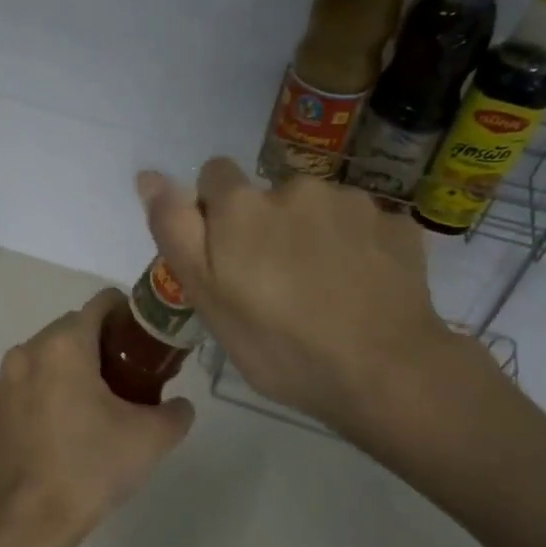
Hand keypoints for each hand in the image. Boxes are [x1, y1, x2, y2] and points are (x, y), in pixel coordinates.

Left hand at [0, 290, 194, 546]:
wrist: (28, 518)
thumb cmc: (90, 467)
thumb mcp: (151, 439)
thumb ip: (176, 412)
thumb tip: (179, 405)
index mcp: (64, 345)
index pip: (102, 302)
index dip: (130, 314)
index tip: (148, 343)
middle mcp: (30, 349)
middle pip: (76, 326)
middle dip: (105, 342)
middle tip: (134, 376)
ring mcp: (7, 377)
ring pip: (51, 352)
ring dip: (78, 364)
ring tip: (104, 401)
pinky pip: (33, 377)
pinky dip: (54, 384)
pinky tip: (72, 420)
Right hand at [139, 159, 491, 447]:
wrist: (384, 372)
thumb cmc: (279, 345)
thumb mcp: (207, 298)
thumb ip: (176, 230)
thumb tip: (148, 175)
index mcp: (243, 205)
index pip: (215, 175)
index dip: (216, 212)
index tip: (228, 256)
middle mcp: (297, 187)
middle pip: (269, 196)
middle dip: (268, 228)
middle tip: (277, 287)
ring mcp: (353, 202)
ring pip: (318, 210)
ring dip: (314, 236)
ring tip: (324, 291)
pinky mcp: (396, 223)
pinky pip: (362, 226)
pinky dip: (357, 248)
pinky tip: (362, 289)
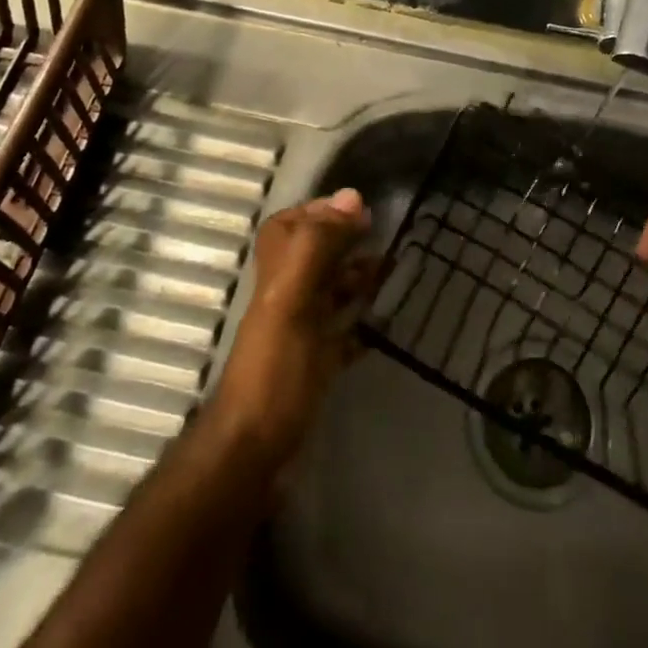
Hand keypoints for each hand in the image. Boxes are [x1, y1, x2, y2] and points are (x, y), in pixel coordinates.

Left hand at [203, 188, 374, 467]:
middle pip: (315, 256)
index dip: (316, 211)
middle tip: (383, 233)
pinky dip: (362, 323)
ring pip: (331, 291)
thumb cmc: (274, 369)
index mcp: (277, 276)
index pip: (288, 227)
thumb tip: (352, 196)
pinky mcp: (316, 366)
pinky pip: (343, 333)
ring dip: (357, 277)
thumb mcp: (292, 297)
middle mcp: (287, 297)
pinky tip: (386, 321)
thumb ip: (318, 245)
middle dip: (346, 240)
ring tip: (393, 268)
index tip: (356, 207)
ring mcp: (301, 333)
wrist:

------------------------------------

Problem requirements — Restate all of the material word for word. Keep out every picture.

Task answer —
Hand keypoints for each hand in the image. Boxes are [x1, y1, x2, y2] and points are (x, y), in pixel coordinates.

Left hand at [0, 290, 194, 546]:
wrist: (28, 518)
thumb cmc: (90, 467)
thumb mcp: (151, 439)
thumb ip: (176, 412)
thumb tip: (179, 405)
index mcp: (64, 345)
index pip: (102, 302)
index dip: (130, 314)
index tip: (148, 343)
middle mcp: (30, 349)
middle pip: (76, 326)
middle dip: (105, 342)
middle tip: (134, 376)
ring mcp: (7, 377)
ring pip: (51, 352)
ring dip: (78, 364)
ring tip: (104, 401)
pinky pip: (33, 377)
pinky dip: (54, 384)
pinky tip: (72, 420)
Right hand at [139, 159, 491, 447]:
wrist: (384, 372)
thumb cmc: (279, 345)
thumb mcp: (207, 298)
thumb ip: (176, 230)
thumb tip: (148, 175)
index mcp: (243, 205)
index pip: (215, 175)
index dip: (216, 212)
index tip: (228, 256)
middle mcp: (297, 187)
middle pip: (269, 196)
middle dip: (268, 228)
middle tip: (277, 287)
ring mcp: (353, 202)
ring pip: (318, 210)
ring dip: (314, 236)
ring tip: (324, 291)
pinky mcp: (396, 223)
pinky pip: (362, 226)
pinky dip: (357, 248)
pinky tip: (362, 289)
Hand keypoints for each hand in the image. Boxes are [x1, y1, x2, y2] and points are (x, y), in pixel coordinates.

Left hand at [203, 188, 374, 467]:
middle pip: (315, 256)
index dip: (316, 211)
middle tip: (383, 233)
pinky dip: (362, 323)
ring pip: (331, 291)
thumb cmc: (274, 369)
index mcp: (277, 276)
index pip: (288, 227)
thumb tip: (352, 196)
pinky mcp: (316, 366)
pinky pip: (343, 333)
ring dip: (357, 277)
thumb mcp: (292, 297)
middle mcp: (287, 297)
pinky tip: (386, 321)
thumb ip: (318, 245)
middle dip: (346, 240)
ring tip: (393, 268)
index tip: (356, 207)
ring mcp: (301, 333)
wrist:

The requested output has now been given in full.